=== YOUR INSTRUCTIONS ===
Could you restate the data below word for word, without its pictures?

++++++++

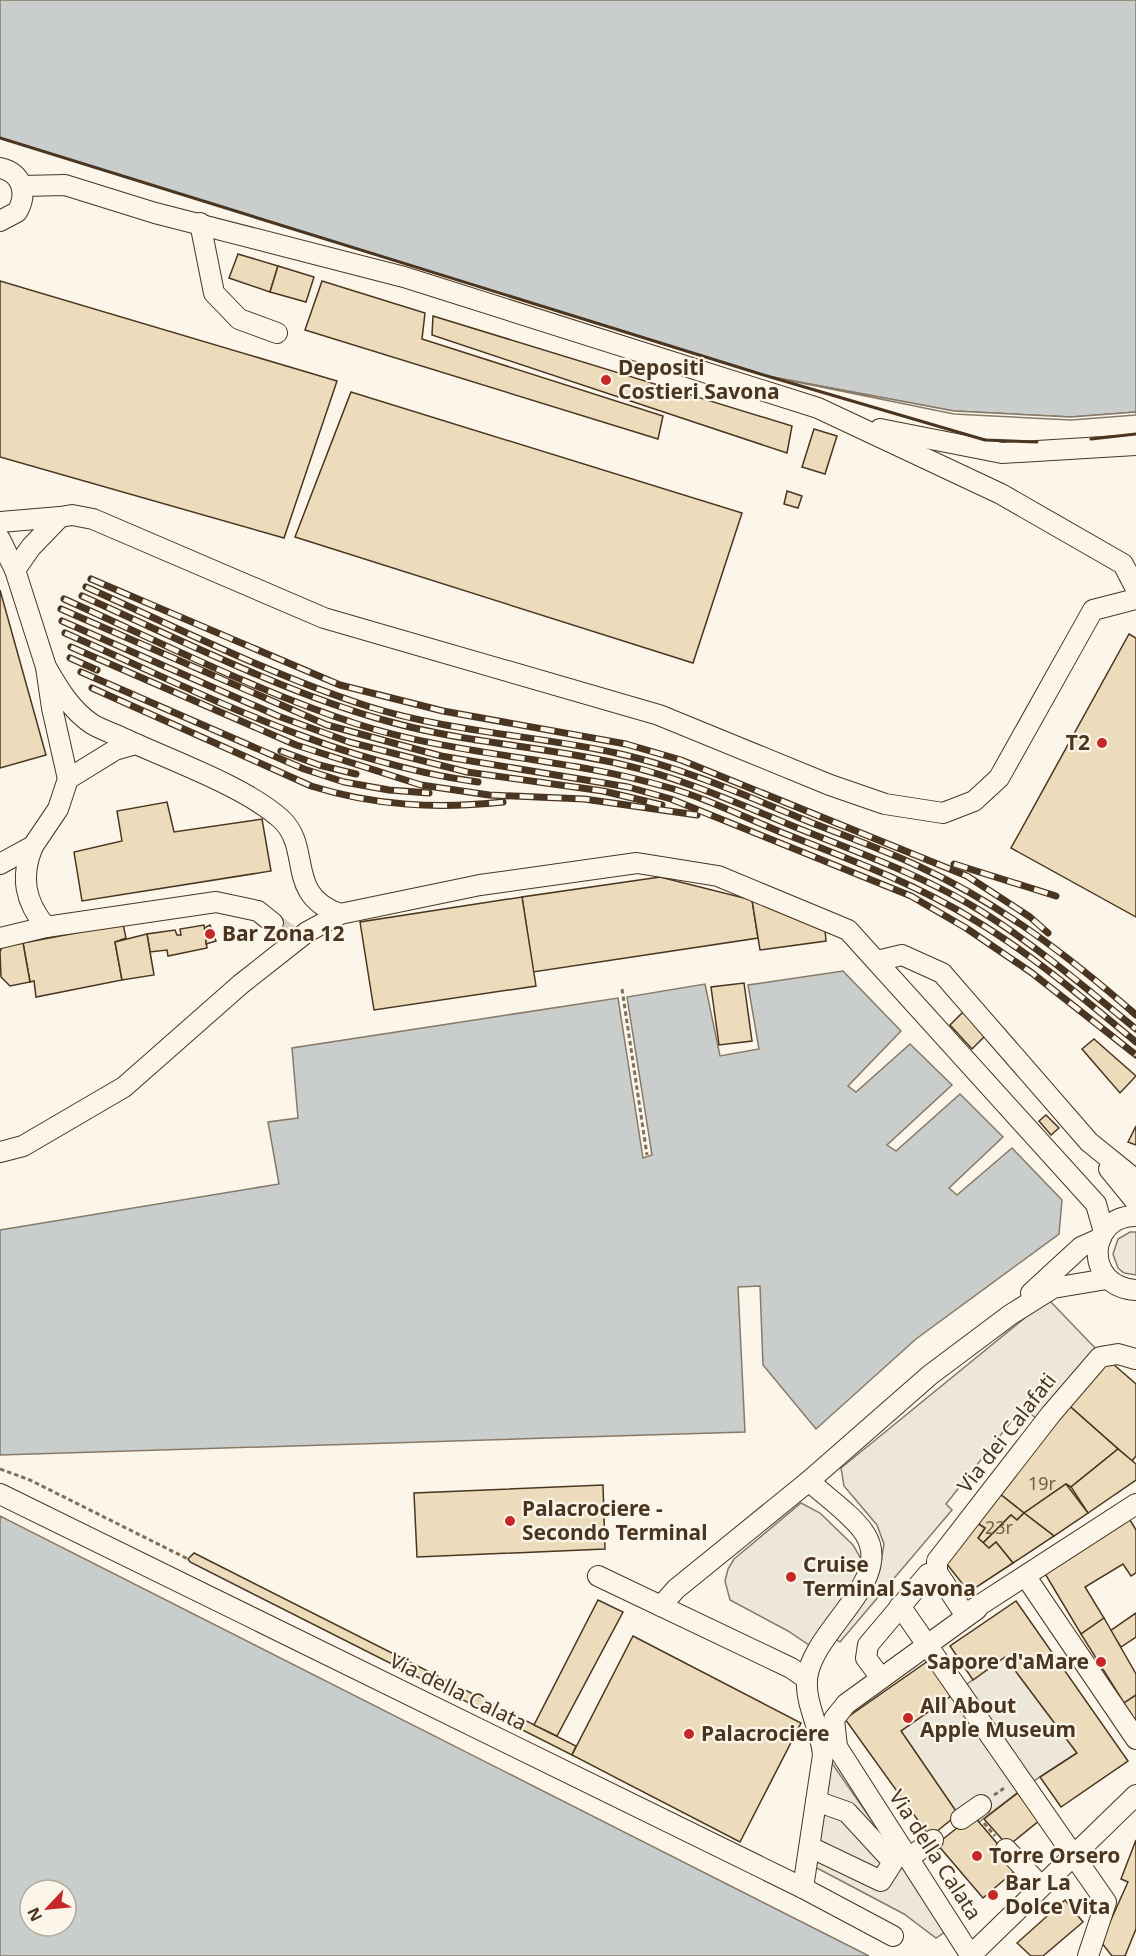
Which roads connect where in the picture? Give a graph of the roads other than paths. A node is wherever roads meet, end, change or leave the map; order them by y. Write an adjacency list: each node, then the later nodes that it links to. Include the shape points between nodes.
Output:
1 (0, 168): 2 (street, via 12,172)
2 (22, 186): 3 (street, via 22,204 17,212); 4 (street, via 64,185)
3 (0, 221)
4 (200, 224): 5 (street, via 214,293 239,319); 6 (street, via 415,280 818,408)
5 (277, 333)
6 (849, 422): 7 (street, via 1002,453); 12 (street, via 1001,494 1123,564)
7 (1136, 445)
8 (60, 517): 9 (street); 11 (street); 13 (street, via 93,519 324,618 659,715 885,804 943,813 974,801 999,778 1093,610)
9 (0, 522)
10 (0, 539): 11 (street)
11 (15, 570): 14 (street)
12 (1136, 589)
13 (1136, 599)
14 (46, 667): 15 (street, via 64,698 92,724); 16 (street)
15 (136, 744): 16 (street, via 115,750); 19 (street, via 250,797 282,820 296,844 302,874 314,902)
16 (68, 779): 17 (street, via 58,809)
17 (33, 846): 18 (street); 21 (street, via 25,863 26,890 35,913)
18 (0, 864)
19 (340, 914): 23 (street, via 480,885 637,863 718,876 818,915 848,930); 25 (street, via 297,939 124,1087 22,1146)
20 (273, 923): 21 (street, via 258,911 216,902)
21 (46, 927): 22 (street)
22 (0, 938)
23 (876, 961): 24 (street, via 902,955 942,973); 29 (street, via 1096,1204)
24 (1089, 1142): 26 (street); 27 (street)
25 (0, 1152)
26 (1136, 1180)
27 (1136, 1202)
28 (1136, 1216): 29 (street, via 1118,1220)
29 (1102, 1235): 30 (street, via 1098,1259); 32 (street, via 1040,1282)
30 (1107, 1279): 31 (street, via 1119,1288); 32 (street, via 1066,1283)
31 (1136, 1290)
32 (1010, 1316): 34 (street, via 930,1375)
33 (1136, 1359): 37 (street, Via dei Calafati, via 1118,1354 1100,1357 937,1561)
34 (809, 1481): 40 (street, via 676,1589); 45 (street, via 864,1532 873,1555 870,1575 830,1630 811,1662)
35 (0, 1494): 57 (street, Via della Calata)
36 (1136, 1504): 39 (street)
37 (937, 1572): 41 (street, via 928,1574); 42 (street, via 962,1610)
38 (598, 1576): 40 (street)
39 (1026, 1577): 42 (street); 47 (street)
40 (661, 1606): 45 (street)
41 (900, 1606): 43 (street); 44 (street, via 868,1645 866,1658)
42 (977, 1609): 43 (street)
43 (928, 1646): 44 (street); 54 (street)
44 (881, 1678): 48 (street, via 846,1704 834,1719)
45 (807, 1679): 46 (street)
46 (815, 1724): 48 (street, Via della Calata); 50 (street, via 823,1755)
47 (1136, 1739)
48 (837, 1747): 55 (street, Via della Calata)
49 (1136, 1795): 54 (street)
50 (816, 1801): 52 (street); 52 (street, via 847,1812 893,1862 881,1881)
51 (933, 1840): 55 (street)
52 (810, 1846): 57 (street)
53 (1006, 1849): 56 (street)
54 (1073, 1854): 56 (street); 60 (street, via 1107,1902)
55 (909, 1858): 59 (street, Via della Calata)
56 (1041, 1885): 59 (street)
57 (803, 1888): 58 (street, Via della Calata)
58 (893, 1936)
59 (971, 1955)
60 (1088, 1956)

++++++++

=== WRITTEN ANSWER ===
Which roads connect where in the picture? Give a graph of the roads other than paths. A node is wherever roads meet, end, change or leave the map; order them by y. Write an adjacency list: each node, then the later nodes that it links to. Include the shape points between nodes.
Output:
1 (0, 168): 2 (street, via 12,172)
2 (22, 186): 3 (street, via 22,204 17,212); 4 (street, via 64,185)
3 (0, 221)
4 (200, 224): 5 (street, via 214,293 239,319); 6 (street, via 415,280 818,408)
5 (277, 333)
6 (849, 422): 7 (street, via 1002,453); 12 (street, via 1001,494 1123,564)
7 (1136, 445)
8 (60, 517): 9 (street); 11 (street); 13 (street, via 93,519 324,618 659,715 885,804 943,813 974,801 999,778 1093,610)
9 (0, 522)
10 (0, 539): 11 (street)
11 (15, 570): 14 (street)
12 (1136, 589)
13 (1136, 599)
14 (46, 667): 15 (street, via 64,698 92,724); 16 (street)
15 (136, 744): 16 (street, via 115,750); 19 (street, via 250,797 282,820 296,844 302,874 314,902)
16 (68, 779): 17 (street, via 58,809)
17 (33, 846): 18 (street); 21 (street, via 25,863 26,890 35,913)
18 (0, 864)
19 (340, 914): 23 (street, via 480,885 637,863 718,876 818,915 848,930); 25 (street, via 297,939 124,1087 22,1146)
20 (273, 923): 21 (street, via 258,911 216,902)
21 (46, 927): 22 (street)
22 (0, 938)
23 (876, 961): 24 (street, via 902,955 942,973); 29 (street, via 1096,1204)
24 (1089, 1142): 26 (street); 27 (street)
25 (0, 1152)
26 (1136, 1180)
27 (1136, 1202)
28 (1136, 1216): 29 (street, via 1118,1220)
29 (1102, 1235): 30 (street, via 1098,1259); 32 (street, via 1040,1282)
30 (1107, 1279): 31 (street, via 1119,1288); 32 (street, via 1066,1283)
31 (1136, 1290)
32 (1010, 1316): 34 (street, via 930,1375)
33 (1136, 1359): 37 (street, Via dei Calafati, via 1118,1354 1100,1357 937,1561)
34 (809, 1481): 40 (street, via 676,1589); 45 (street, via 864,1532 873,1555 870,1575 830,1630 811,1662)
35 (0, 1494): 57 (street, Via della Calata)
36 (1136, 1504): 39 (street)
37 (937, 1572): 41 (street, via 928,1574); 42 (street, via 962,1610)
38 (598, 1576): 40 (street)
39 (1026, 1577): 42 (street); 47 (street)
40 (661, 1606): 45 (street)
41 (900, 1606): 43 (street); 44 (street, via 868,1645 866,1658)
42 (977, 1609): 43 (street)
43 (928, 1646): 44 (street); 54 (street)
44 (881, 1678): 48 (street, via 846,1704 834,1719)
45 (807, 1679): 46 (street)
46 (815, 1724): 48 (street, Via della Calata); 50 (street, via 823,1755)
47 (1136, 1739)
48 (837, 1747): 55 (street, Via della Calata)
49 (1136, 1795): 54 (street)
50 (816, 1801): 52 (street); 52 (street, via 847,1812 893,1862 881,1881)
51 (933, 1840): 55 (street)
52 (810, 1846): 57 (street)
53 (1006, 1849): 56 (street)
54 (1073, 1854): 56 (street); 60 (street, via 1107,1902)
55 (909, 1858): 59 (street, Via della Calata)
56 (1041, 1885): 59 (street)
57 (803, 1888): 58 (street, Via della Calata)
58 (893, 1936)
59 (971, 1955)
60 (1088, 1956)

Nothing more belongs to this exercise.